===== Data

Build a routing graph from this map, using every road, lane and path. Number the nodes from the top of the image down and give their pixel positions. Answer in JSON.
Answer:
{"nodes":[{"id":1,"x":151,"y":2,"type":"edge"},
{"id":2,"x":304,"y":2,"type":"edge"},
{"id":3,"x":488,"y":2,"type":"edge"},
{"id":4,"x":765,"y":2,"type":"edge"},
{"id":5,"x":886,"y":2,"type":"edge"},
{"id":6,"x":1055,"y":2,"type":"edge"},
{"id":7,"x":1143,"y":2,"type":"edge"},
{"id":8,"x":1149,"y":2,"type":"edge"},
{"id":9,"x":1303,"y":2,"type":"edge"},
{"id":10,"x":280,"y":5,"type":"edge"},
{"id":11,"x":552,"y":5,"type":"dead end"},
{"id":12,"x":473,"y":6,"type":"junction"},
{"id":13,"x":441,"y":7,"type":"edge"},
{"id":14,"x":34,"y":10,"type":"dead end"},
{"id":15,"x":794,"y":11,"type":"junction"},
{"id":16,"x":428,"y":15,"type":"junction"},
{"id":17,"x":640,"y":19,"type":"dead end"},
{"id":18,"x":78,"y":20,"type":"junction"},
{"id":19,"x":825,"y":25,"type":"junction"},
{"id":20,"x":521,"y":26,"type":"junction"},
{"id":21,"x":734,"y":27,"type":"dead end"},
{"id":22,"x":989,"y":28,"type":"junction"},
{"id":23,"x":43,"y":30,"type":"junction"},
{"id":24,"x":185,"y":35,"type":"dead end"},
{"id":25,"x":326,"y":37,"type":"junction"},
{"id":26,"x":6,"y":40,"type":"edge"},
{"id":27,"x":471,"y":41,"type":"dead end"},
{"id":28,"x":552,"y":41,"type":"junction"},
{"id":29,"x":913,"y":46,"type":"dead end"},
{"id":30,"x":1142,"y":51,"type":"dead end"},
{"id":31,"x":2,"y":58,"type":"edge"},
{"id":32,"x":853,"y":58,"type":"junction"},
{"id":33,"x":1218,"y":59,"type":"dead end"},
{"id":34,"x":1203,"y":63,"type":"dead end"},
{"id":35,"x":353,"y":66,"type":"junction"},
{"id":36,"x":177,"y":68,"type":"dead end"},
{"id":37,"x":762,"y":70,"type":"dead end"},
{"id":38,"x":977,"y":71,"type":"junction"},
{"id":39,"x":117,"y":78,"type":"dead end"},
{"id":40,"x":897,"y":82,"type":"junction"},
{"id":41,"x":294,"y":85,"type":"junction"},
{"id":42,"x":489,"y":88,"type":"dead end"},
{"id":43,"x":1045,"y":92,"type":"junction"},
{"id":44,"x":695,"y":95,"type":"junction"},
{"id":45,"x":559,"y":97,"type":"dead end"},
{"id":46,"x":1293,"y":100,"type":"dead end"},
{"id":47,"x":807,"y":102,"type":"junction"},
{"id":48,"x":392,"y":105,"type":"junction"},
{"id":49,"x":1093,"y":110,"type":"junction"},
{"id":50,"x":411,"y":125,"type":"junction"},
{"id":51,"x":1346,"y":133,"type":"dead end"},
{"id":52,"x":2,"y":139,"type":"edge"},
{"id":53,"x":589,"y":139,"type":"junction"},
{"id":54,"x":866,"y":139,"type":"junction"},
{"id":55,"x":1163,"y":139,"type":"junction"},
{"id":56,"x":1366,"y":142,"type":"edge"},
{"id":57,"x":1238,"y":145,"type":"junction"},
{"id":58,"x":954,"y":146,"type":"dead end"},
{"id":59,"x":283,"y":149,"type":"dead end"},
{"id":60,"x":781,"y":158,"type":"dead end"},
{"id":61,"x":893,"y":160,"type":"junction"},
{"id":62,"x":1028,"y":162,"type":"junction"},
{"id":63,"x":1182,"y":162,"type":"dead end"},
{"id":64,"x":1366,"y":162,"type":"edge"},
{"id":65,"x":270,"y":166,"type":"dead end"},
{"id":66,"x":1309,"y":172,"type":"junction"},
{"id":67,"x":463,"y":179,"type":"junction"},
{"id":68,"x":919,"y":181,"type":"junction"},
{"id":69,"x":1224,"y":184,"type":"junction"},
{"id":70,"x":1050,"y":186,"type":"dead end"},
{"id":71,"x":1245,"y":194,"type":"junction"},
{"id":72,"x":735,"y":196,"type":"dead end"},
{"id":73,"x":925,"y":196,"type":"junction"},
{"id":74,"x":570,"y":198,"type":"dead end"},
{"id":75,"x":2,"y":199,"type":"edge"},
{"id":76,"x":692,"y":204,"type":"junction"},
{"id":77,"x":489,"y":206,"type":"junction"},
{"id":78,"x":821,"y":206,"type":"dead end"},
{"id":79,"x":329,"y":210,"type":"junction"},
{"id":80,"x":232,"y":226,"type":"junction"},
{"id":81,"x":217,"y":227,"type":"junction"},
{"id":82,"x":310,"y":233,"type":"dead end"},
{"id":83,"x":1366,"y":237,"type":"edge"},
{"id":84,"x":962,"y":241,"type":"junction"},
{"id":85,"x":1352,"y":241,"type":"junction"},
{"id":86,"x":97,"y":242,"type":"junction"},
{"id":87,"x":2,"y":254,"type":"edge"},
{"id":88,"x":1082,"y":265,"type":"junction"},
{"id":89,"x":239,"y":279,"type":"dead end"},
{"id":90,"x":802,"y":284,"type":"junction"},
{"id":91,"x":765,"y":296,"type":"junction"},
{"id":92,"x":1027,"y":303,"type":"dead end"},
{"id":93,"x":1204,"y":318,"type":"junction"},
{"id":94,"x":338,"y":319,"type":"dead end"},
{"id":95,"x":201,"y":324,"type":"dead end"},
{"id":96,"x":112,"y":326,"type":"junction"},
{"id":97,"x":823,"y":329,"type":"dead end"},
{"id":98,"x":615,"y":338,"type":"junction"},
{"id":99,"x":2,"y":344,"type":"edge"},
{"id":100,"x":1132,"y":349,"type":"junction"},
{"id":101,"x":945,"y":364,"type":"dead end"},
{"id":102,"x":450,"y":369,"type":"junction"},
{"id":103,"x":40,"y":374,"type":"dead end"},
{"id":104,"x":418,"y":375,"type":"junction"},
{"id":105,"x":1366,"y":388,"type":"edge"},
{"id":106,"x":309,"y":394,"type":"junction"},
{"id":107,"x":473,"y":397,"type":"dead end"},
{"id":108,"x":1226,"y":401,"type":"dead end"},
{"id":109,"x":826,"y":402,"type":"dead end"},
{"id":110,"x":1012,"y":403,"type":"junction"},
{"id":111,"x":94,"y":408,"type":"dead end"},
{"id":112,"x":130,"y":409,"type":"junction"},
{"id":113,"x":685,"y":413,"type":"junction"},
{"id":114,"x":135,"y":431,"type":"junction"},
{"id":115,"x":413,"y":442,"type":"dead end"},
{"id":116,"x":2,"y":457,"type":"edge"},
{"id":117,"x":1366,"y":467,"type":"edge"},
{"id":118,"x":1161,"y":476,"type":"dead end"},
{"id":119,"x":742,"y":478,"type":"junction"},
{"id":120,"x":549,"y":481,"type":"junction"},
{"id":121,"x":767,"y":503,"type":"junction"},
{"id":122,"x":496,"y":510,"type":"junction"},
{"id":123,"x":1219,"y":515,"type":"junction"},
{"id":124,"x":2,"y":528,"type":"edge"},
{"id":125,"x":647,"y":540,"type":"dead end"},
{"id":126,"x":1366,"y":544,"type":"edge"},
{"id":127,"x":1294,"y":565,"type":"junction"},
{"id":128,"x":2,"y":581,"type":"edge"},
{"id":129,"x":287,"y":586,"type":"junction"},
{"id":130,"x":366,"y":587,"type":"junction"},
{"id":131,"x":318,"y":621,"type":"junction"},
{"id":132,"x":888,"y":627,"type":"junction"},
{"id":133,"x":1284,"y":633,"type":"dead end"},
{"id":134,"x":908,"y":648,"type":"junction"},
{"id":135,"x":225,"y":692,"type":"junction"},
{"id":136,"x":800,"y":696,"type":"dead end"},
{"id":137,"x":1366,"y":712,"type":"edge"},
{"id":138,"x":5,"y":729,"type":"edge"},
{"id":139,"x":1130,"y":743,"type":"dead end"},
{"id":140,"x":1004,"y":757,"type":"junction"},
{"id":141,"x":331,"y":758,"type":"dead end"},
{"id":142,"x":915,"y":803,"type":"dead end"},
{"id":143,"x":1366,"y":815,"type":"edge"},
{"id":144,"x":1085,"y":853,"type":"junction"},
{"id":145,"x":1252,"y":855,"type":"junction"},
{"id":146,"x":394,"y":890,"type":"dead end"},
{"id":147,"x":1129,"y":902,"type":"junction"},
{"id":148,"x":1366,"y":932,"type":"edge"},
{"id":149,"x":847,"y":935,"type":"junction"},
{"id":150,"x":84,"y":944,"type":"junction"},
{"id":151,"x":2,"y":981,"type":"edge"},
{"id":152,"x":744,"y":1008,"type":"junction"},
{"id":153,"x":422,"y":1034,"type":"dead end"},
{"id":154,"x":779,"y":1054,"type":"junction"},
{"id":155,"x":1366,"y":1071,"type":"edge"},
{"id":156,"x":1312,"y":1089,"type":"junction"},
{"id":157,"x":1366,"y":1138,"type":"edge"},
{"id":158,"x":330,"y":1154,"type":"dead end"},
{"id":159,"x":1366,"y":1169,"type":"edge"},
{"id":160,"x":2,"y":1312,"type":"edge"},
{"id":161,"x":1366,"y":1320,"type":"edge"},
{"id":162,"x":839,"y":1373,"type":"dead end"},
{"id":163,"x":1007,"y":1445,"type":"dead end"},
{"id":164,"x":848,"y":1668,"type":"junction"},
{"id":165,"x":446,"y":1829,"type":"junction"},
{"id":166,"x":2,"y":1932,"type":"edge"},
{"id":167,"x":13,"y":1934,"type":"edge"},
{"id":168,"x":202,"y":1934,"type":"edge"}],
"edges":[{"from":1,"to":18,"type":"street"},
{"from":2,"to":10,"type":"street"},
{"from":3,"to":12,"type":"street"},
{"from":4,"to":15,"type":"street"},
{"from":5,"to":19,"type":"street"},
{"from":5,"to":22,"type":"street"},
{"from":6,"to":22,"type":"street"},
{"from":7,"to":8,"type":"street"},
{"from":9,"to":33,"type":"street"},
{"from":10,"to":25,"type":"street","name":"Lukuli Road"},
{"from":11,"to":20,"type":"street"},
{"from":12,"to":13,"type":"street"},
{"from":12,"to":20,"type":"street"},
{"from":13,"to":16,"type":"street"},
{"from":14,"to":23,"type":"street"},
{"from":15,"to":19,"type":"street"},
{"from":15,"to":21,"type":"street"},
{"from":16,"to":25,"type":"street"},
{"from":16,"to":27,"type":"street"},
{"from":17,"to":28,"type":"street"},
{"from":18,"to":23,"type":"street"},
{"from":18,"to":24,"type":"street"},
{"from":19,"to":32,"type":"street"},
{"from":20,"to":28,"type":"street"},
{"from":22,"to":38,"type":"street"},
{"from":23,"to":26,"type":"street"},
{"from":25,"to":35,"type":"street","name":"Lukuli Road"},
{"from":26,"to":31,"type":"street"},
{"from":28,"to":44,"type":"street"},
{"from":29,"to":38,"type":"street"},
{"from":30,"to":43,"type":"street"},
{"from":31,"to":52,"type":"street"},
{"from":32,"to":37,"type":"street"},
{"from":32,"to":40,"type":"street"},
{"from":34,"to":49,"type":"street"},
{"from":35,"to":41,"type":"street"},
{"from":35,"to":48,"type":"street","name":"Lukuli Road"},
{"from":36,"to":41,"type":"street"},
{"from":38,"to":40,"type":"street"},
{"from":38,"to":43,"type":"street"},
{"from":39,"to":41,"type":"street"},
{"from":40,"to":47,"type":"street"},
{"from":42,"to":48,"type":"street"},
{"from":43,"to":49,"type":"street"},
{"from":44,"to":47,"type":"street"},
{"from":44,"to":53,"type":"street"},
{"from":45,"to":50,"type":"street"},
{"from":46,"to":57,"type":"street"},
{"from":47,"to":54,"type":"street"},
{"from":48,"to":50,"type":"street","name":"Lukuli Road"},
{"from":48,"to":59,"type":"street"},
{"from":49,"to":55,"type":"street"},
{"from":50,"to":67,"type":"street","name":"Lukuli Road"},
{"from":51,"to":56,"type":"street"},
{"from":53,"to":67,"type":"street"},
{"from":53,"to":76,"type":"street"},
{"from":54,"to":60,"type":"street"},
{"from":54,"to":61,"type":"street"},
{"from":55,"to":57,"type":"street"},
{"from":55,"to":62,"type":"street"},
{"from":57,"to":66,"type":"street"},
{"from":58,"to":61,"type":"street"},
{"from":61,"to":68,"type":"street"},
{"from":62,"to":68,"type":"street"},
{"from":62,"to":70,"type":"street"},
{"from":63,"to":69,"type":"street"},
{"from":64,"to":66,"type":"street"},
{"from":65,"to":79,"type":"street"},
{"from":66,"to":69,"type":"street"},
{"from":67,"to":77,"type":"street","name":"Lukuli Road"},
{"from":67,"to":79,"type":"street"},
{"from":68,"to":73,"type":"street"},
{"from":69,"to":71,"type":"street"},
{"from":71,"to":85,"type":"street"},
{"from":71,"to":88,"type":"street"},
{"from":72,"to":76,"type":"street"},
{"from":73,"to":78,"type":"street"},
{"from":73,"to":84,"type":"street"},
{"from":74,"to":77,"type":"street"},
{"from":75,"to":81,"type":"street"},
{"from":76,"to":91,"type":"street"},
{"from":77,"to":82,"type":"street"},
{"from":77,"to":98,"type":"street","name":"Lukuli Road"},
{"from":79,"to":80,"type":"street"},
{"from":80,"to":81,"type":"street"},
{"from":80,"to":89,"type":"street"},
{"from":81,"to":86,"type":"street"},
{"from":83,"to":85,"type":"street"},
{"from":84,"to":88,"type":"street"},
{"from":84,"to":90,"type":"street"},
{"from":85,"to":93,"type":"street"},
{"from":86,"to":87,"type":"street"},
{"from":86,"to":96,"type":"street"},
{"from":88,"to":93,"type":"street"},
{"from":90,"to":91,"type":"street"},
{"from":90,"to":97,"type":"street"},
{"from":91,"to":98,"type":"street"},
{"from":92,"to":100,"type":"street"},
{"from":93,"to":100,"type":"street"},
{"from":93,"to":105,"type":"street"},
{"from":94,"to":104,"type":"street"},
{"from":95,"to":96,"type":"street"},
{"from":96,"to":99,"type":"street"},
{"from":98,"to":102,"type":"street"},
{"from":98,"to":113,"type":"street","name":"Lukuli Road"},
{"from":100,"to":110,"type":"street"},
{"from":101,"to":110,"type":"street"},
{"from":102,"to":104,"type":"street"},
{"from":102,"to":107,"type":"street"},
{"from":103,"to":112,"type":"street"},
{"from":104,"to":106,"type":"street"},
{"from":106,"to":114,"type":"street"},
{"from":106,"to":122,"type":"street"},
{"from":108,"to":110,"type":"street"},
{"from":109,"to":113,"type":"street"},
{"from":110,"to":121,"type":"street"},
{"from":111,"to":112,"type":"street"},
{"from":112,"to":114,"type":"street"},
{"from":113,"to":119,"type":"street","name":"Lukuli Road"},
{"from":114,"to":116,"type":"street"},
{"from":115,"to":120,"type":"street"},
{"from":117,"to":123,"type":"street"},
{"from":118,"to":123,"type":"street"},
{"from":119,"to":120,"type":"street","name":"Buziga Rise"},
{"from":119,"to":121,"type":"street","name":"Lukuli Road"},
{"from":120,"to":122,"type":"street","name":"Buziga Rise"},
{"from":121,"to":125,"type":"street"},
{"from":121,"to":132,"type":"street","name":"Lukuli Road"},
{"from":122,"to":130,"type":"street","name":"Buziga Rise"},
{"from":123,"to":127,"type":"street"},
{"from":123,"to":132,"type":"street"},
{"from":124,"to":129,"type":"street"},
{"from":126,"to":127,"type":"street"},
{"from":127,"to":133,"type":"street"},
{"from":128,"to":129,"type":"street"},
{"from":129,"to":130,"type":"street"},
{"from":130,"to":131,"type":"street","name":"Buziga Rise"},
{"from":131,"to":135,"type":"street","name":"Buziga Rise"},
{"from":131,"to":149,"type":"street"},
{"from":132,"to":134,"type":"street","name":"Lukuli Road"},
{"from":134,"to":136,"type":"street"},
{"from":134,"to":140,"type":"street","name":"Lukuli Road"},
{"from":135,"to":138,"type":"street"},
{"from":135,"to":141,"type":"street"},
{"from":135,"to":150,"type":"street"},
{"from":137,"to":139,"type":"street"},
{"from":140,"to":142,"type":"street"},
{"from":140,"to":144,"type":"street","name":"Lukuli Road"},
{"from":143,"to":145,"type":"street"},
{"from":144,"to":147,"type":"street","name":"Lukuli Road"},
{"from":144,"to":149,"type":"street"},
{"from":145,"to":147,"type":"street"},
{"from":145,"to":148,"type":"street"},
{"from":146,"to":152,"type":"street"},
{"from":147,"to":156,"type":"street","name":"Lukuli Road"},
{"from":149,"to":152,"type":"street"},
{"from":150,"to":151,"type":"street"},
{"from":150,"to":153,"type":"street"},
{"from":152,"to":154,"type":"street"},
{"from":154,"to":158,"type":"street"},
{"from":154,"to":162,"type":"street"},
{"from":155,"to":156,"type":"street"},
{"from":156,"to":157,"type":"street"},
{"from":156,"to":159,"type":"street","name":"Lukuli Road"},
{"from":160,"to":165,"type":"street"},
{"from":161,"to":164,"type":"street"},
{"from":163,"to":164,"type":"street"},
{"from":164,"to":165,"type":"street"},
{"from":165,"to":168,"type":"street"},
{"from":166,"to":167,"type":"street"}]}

==========
===== Data

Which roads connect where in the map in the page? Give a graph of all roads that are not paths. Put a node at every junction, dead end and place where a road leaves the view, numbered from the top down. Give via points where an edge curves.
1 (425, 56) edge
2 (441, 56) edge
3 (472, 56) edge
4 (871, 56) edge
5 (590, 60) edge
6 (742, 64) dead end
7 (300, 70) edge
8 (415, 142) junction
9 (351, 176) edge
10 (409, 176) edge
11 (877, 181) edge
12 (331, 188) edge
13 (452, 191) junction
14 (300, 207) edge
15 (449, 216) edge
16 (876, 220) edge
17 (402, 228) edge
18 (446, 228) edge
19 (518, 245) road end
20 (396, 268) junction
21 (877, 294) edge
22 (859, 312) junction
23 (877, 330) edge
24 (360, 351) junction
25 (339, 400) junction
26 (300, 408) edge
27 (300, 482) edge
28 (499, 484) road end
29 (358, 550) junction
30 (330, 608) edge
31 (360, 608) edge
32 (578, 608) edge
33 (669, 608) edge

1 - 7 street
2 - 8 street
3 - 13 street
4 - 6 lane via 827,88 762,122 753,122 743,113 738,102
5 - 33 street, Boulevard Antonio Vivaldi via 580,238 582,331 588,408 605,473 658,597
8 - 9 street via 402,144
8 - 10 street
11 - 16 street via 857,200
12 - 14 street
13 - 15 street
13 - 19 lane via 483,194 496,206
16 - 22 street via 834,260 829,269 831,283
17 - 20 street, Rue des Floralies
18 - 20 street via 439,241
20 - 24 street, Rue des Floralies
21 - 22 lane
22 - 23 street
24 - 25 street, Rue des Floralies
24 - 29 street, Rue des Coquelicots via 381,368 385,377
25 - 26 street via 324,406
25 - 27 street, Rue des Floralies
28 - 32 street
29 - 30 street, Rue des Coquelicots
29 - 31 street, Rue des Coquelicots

==========
===== Data

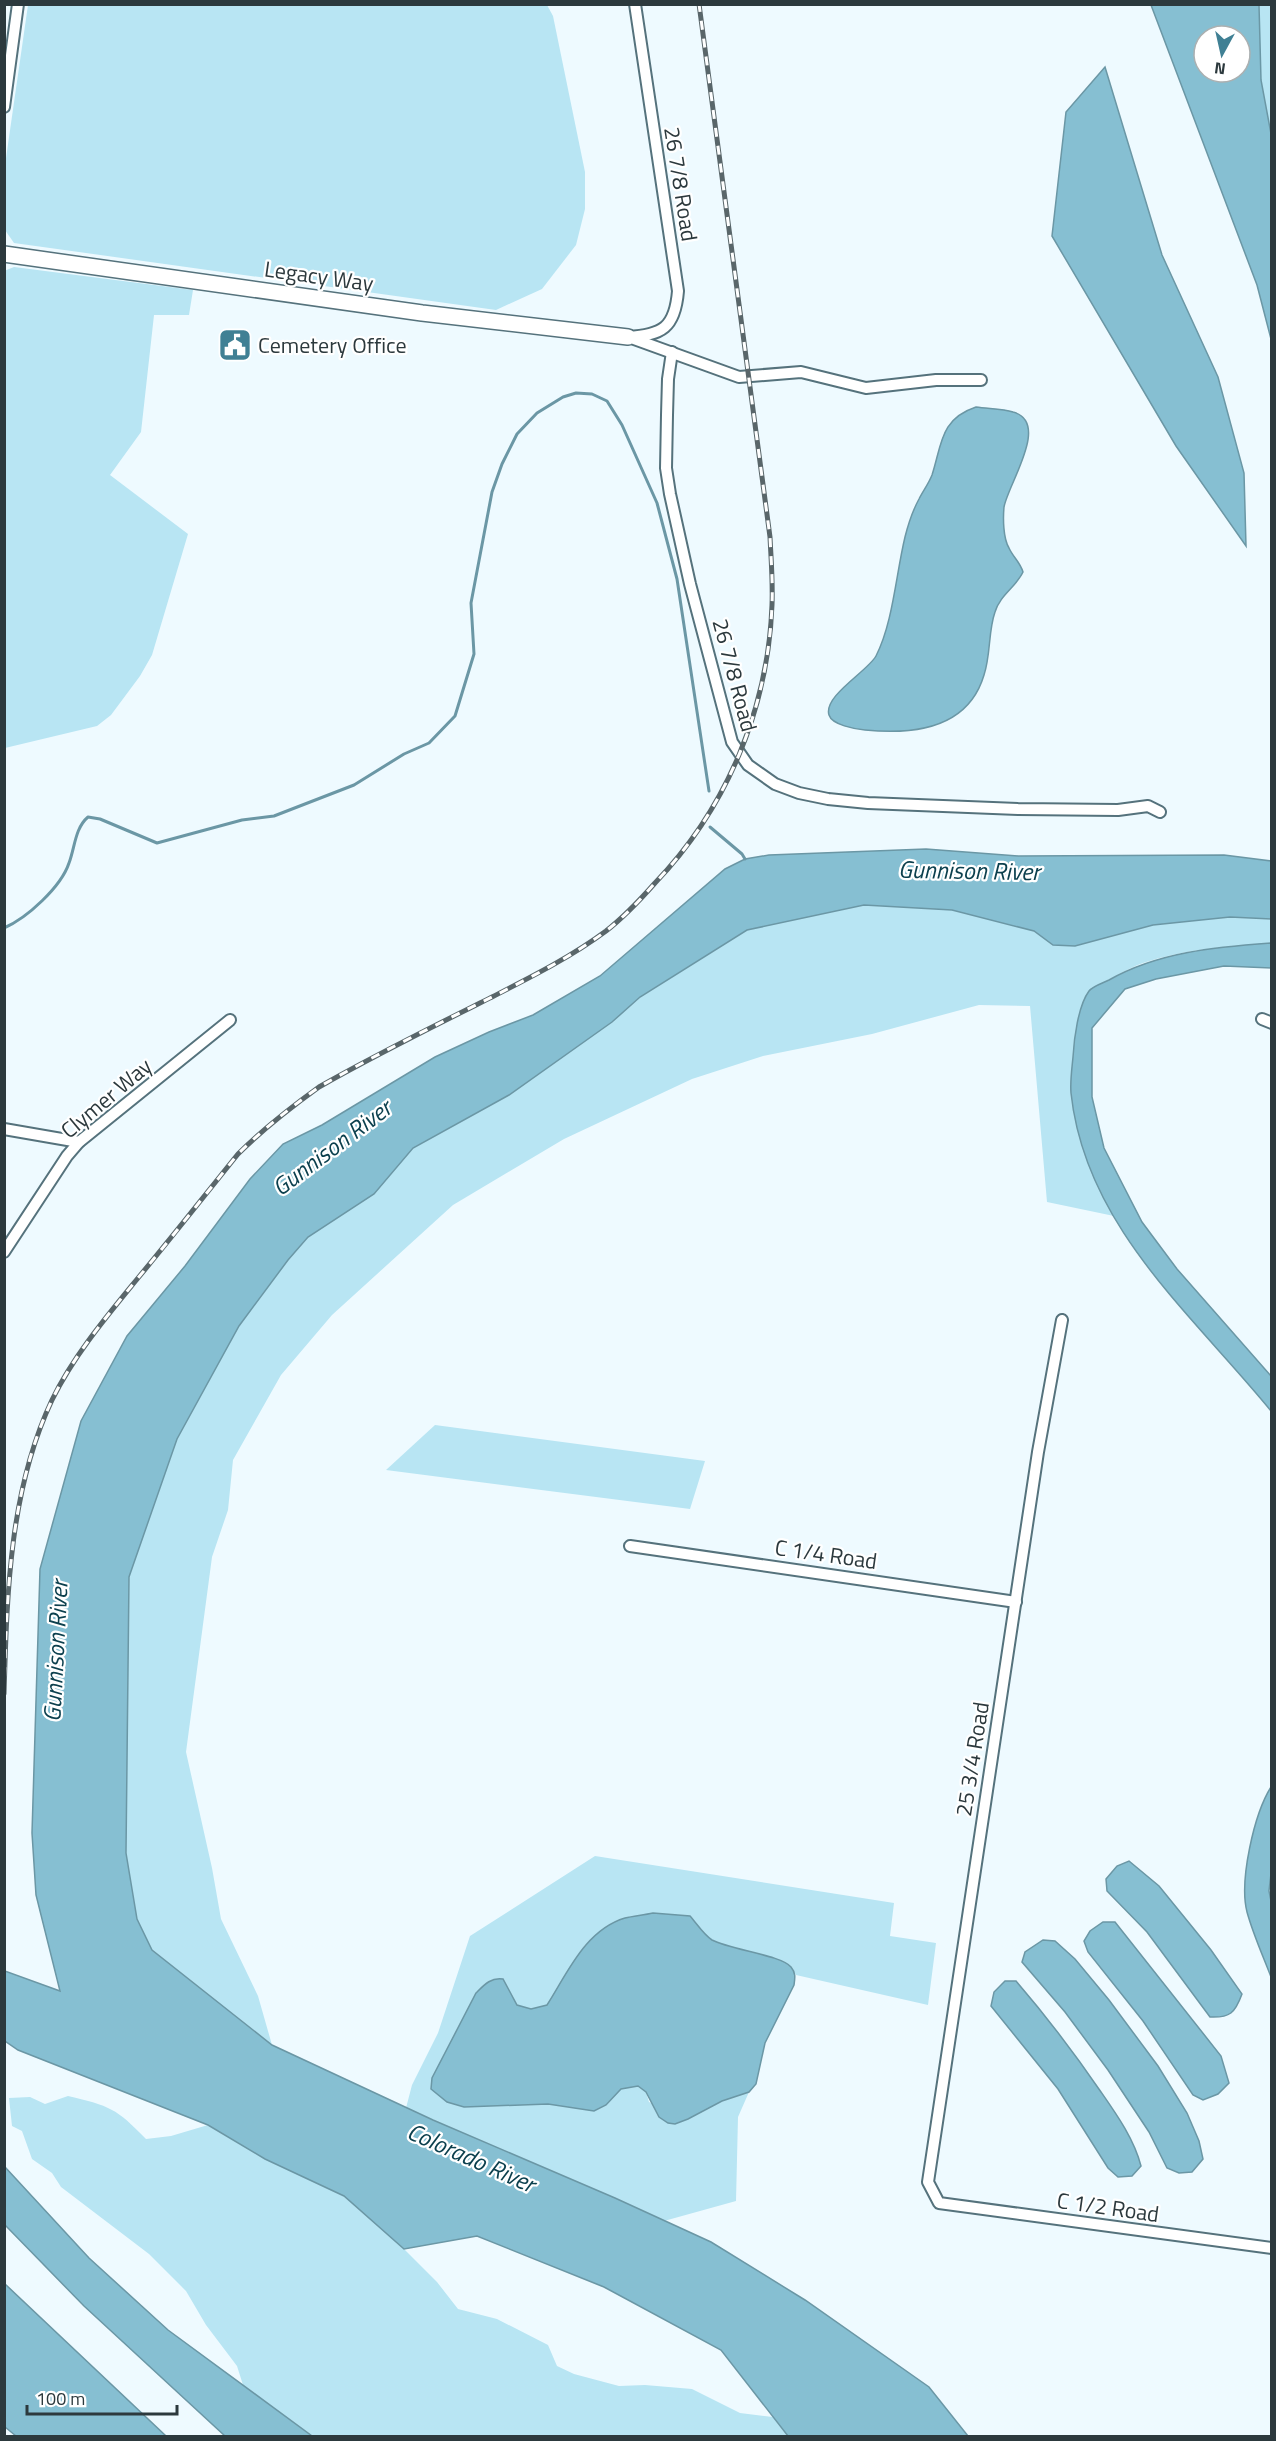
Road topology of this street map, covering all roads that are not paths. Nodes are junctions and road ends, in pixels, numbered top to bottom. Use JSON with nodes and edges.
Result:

==========

Copy each line from the entries above that has the word "this" in it.

Build a routing graph from this map, using every road, lane and path. Number the nodes from the top of the image down and give their pixel positions. Answer in JSON.
Road topology of this street map, covering all roads that are not paths. Nodes are junctions and road ends, in pixels, numbered top to bottom. Use JSON with nodes and edges.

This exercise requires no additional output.